The room took up almost the entire aft third of the Submarine. The space once separated by bulkheads and partitions, and filled with engines, fuel tanks and machinery, had been opened up by Shade’s robots. Now it was a large open space. A dark space, with a single pool of light right in the middle, about thirty paces from the hatch.

Things the size of cats moved in the shadows and corners of the room, the light occasionally reflecting from their metallic sides. One scampered near the light and Gold-Eye saw it in its entirety – and shivered. It had a bulbous body, balanced lightly on eight segmented legs. Far too like a spider.

“Robots,” whispered Ella, seeing him shudder. “They’re safe. They work for us.”

The only visible furniture in the room – a broad, official-looking desk of dark red wood and a padded leather chair – were right in the pool of a light.

Two three-seater couches faced the desk at oblique angles. Ninde sat on one, draping her legs across to take up two places. Hearing the others enter, she looked round and sat up straight.
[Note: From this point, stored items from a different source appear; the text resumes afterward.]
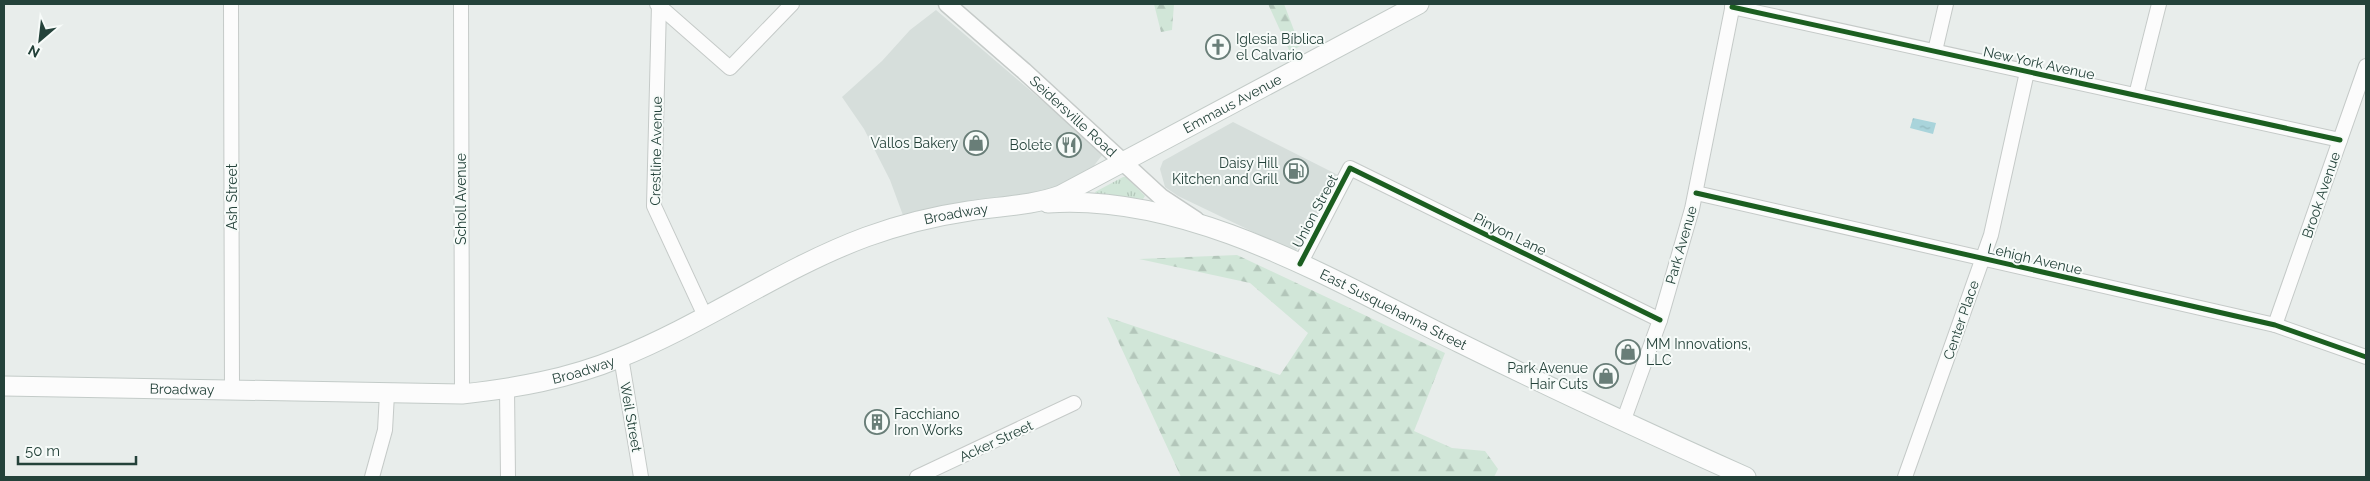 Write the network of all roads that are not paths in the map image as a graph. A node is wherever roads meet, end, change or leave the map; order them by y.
1 (231, 4) edge
2 (461, 4) edge
3 (792, 4) edge
4 (947, 4) edge
5 (1419, 4) edge
6 (1946, 4) edge
7 (2159, 4) edge
8 (658, 5) edge
9 (1733, 5) edge
10 (1935, 51) junction
11 (2366, 66) edge
12 (2027, 72) junction
13 (2136, 95) junction
14 (2340, 140) junction
15 (1124, 161) junction
16 (1350, 168) joint
17 (1696, 193) junction
18 (1024, 205) junction
19 (1203, 224) junction
20 (1983, 259) junction
21 (1300, 264) junction
22 (705, 316) junction
23 (1660, 320) junction
24 (2276, 325) junction
25 (2366, 357) edge
26 (621, 358) junction
27 (4, 386) edge
28 (507, 389) junction
29 (232, 391) junction
30 (387, 394) junction
31 (462, 394) junction
32 (1074, 403) dead end
33 (1624, 422) junction
34 (372, 477) edge
35 (508, 477) edge
36 (641, 477) edge
37 (918, 477) edge
38 (1746, 477) edge
39 (1906, 477) edge

1 - 29 street, Ash Street
2 - 31 street, Scholl Avenue
3 - 8 street
4 - 15 street, Seidersville Road
5 - 15 main road, Emmaus Avenue
6 - 10 street
7 - 13 street
8 - 22 street, Crestline Avenue
9 - 10 street, New York Avenue
9 - 17 street, Park Avenue
10 - 12 street, New York Avenue
11 - 14 street, Brook Avenue
12 - 13 street, New York Avenue
12 - 20 street, Center Place
13 - 14 street, New York Avenue
14 - 24 street, Brook Avenue
15 - 18 main road, Broadway
15 - 19 street, Seidersville Road
16 - 21 street, Union Street
16 - 23 street, Pinyon Lane
17 - 20 street, Lehigh Avenue
17 - 23 street, Park Avenue
18 - 19 main road, East Susquehanna Street
18 - 22 main road, Broadway
19 - 21 main road, East Susquehanna Street
20 - 24 street, Lehigh Avenue
20 - 39 street, Center Place
21 - 33 main road, East Susquehanna Street
22 - 26 main road, Broadway
23 - 33 street, Park Avenue
24 - 25 street, Lehigh Avenue
26 - 28 main road, Broadway
26 - 36 street, Weil Street
27 - 29 main road, Broadway
28 - 31 main road, Broadway
28 - 35 street
29 - 30 main road, Broadway
30 - 31 main road, Broadway
30 - 34 street
32 - 37 street, Acker Street
33 - 38 main road, East Susquehanna Street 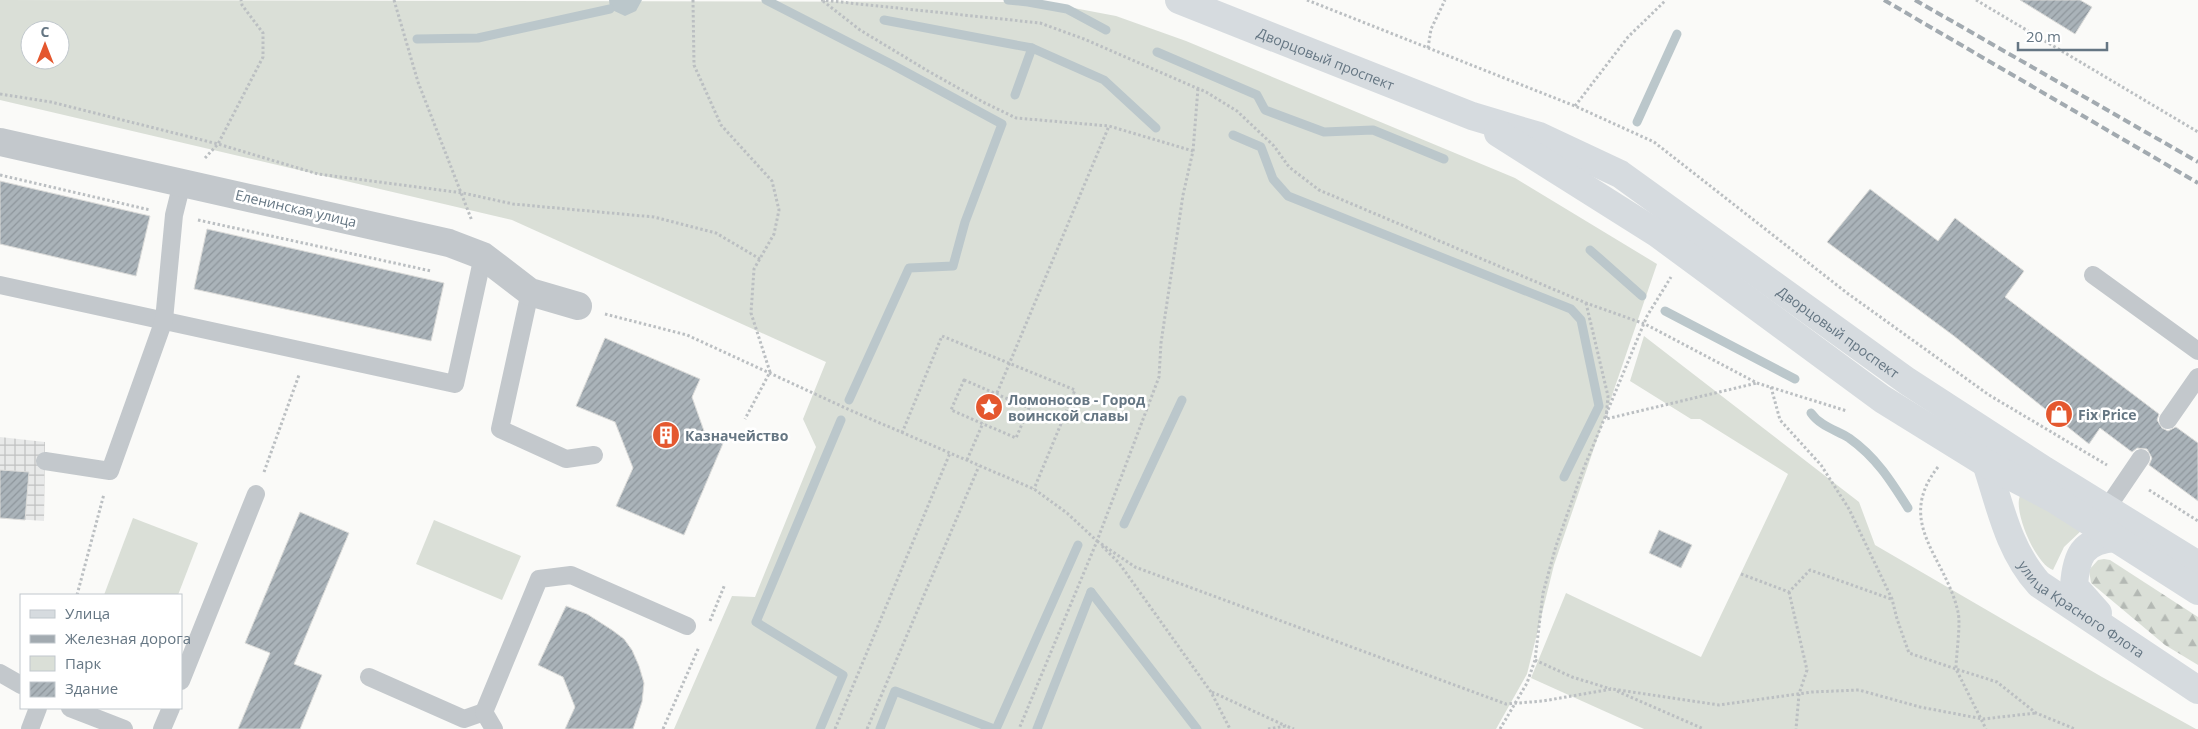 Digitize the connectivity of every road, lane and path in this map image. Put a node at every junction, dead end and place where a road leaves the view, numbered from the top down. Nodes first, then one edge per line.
1 (241, 0) edge
2 (394, 0) edge
3 (693, 0) edge
4 (822, 0) edge
5 (1179, 0) edge
6 (1445, 0) edge
7 (1666, 0) edge
8 (1976, 0) edge
9 (1428, 48) dead end
10 (1198, 88) junction
11 (0, 94) edge
12 (1575, 106) dead end
13 (1472, 116) junction
14 (1109, 126) junction
15 (2198, 132) edge
16 (0, 142) edge
17 (218, 144) junction
18 (1193, 151) junction
19 (0, 175) edge
20 (182, 183) junction
21 (463, 193) junction
22 (174, 215) junction
23 (760, 258) junction
24 (480, 268) junction
25 (2093, 275) dead end
26 (0, 286) edge
27 (1663, 287) dead end
28 (530, 292) junction
29 (1586, 303) junction
30 (578, 306) joint
31 (164, 320) junction
32 (1645, 324) junction
33 (308, 351) junction
34 (2198, 351) edge
35 (1010, 363) junction
36 (770, 372) junction
37 (2198, 377) edge
38 (1757, 383) junction
39 (1771, 387) junction
40 (997, 393) junction
41 (1850, 412) dead end
42 (744, 418) dead end
43 (1606, 419) junction
44 (2168, 420) dead end
45 (1971, 422) junction
46 (983, 424) junction
47 (902, 433) junction
48 (1955, 445) junction
49 (950, 454) junction
50 (594, 455) dead end
51 (2141, 458) dead end
52 (966, 460) junction
53 (45, 461) dead end
54 (979, 466) junction
55 (1939, 467) dead end
56 (1994, 468) junction
57 (2044, 470) junction
58 (110, 471) junction
59 (1034, 489) junction
60 (256, 494) joint
61 (1996, 502) junction
62 (2107, 508) junction
63 (2115, 538) junction
64 (1096, 541) junction
65 (2198, 565) edge
66 (1741, 574) dead end
67 (725, 584) dead end
68 (2198, 591) edge
69 (1789, 592) junction
70 (76, 594) edge
71 (1892, 599) junction
72 (687, 626) dead end
73 (708, 626) dead end
74 (702, 641) dead end
75 (2130, 646) junction
76 (1535, 660) junction
77 (1956, 669) junction
78 (0, 673) edge
79 (369, 677) dead end
80 (182, 679) edge
81 (20, 684) edge
82 (1612, 689) junction
83 (2198, 690) edge
84 (1211, 692) junction
85 (1799, 694) junction
86 (1515, 705) junction
87 (38, 709) edge
88 (73, 709) edge
89 (171, 709) edge
90 (484, 712) junction
91 (2036, 713) junction
92 (1983, 719) junction
93 (1286, 726) junction
94 (30, 729) edge
95 (124, 729) edge
96 (162, 729) edge
97 (494, 729) edge
98 (664, 729) edge
99 (835, 729) edge
100 (867, 729) edge
101 (1019, 729) edge
102 (1230, 729) edge
103 (1268, 729) edge
104 (1294, 729) edge
105 (1500, 729) edge
106 (1704, 729) edge
107 (1796, 729) edge
108 (1986, 729) edge
109 (2075, 729) edge

1 - 17 path
2 - 21 path
3 - 23 path
4 - 10 path
4 - 14 path
5 - 13 main road, Дворцовый проспект
6 - 9 path
7 - 12 path
8 - 15 path
10 - 18 path
10 - 29 path
11 - 17 path
13 - 45 main road, Дворцовый проспект
13 - 48 main road, Дворцовый проспект
14 - 18 path
14 - 35 path
16 - 20 street, Еленинская улица
17 - 20 path
17 - 21 path
18 - 64 path
19 - 22 path
20 - 22 lane
20 - 24 street, Еленинская улица
21 - 23 path
21 - 24 path
22 - 24 path
22 - 31 lane
23 - 36 path
24 - 28 street, Еленинская улица
24 - 33 lane
25 - 34 lane
26 - 31 lane
27 - 32 path
28 - 30 street, Еленинская улица
28 - 50 lane
29 - 32 path
29 - 43 path
30 - 36 path
31 - 33 lane
31 - 58 lane
32 - 38 path
32 - 43 path
33 - 60 path
35 - 40 path
35 - 47 path
35 - 59 path
36 - 42 path
36 - 47 path
37 - 44 lane
38 - 39 path
38 - 43 path
39 - 41 path
39 - 71 path
40 - 46 path
40 - 46 path
43 - 76 path
45 - 56 main road
45 - 57 main road, Дворцовый проспект
46 - 52 path
47 - 49 path
48 - 56 main road, Дворцовый проспект
48 - 61 main road, улица Красного Флота
49 - 52 path
49 - 99 path
51 - 62 lane
52 - 54 path
53 - 58 lane
54 - 59 path
54 - 100 path
55 - 77 path
56 - 57 main road
56 - 61 main road
56 - 63 main road, Дворцовый проспект
57 - 62 main road, Дворцовый проспект
58 - 70 path
59 - 64 path
60 - 80 lane
61 - 75 main road, улица Красного Флота
62 - 65 main road, Дворцовый проспект
63 - 68 main road, Дворцовый проспект
63 - 75 main road
64 - 84 path
64 - 86 path
64 - 101 path
66 - 69 path
67 - 73 path
69 - 71 path
69 - 85 path
71 - 77 path
72 - 90 lane
74 - 98 path
75 - 83 main road, улица Красного Флота
76 - 82 path
76 - 86 path
77 - 91 path
77 - 92 path
78 - 81 lane
79 - 90 lane
82 - 85 path
82 - 86 path
82 - 106 path
84 - 93 path
84 - 102 path
85 - 92 path
85 - 107 path
86 - 105 path
87 - 94 lane
88 - 95 lane
89 - 96 lane
90 - 97 lane
91 - 92 path
91 - 109 path
92 - 108 path
93 - 103 path
93 - 104 path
“Where’s Shade?” asked Ella as she sat down next to Ninde. Gold-Eye sat too, on the same couch – but right at the front of the cushion, ready to spring up and run. He still didn’t like the look of this dark room, or the constant, peripheral movement of the spiderish robots.

“He didn’t want to talk to me,” sniffed Ninde. “He said he’d wait for everyone. I suppose Drum is coming sometime?”

“He’ll be along in a minute,” replied Ella, frowning.

Sure enough, a few minutes later a loud click announced the hatch opening again and Drum entered the chamber. Unlike the others he wore a huge towelling robe that covered him from ankle to neck. Without saying anything, he walked across and sat on the empty couch, its springs groaning under his weight.

An expectant silence followed, broken only by the scrabble of the robots’ steely claw-legs on the decking.

Then Ella stood up and said, “Shade. We’re all here.”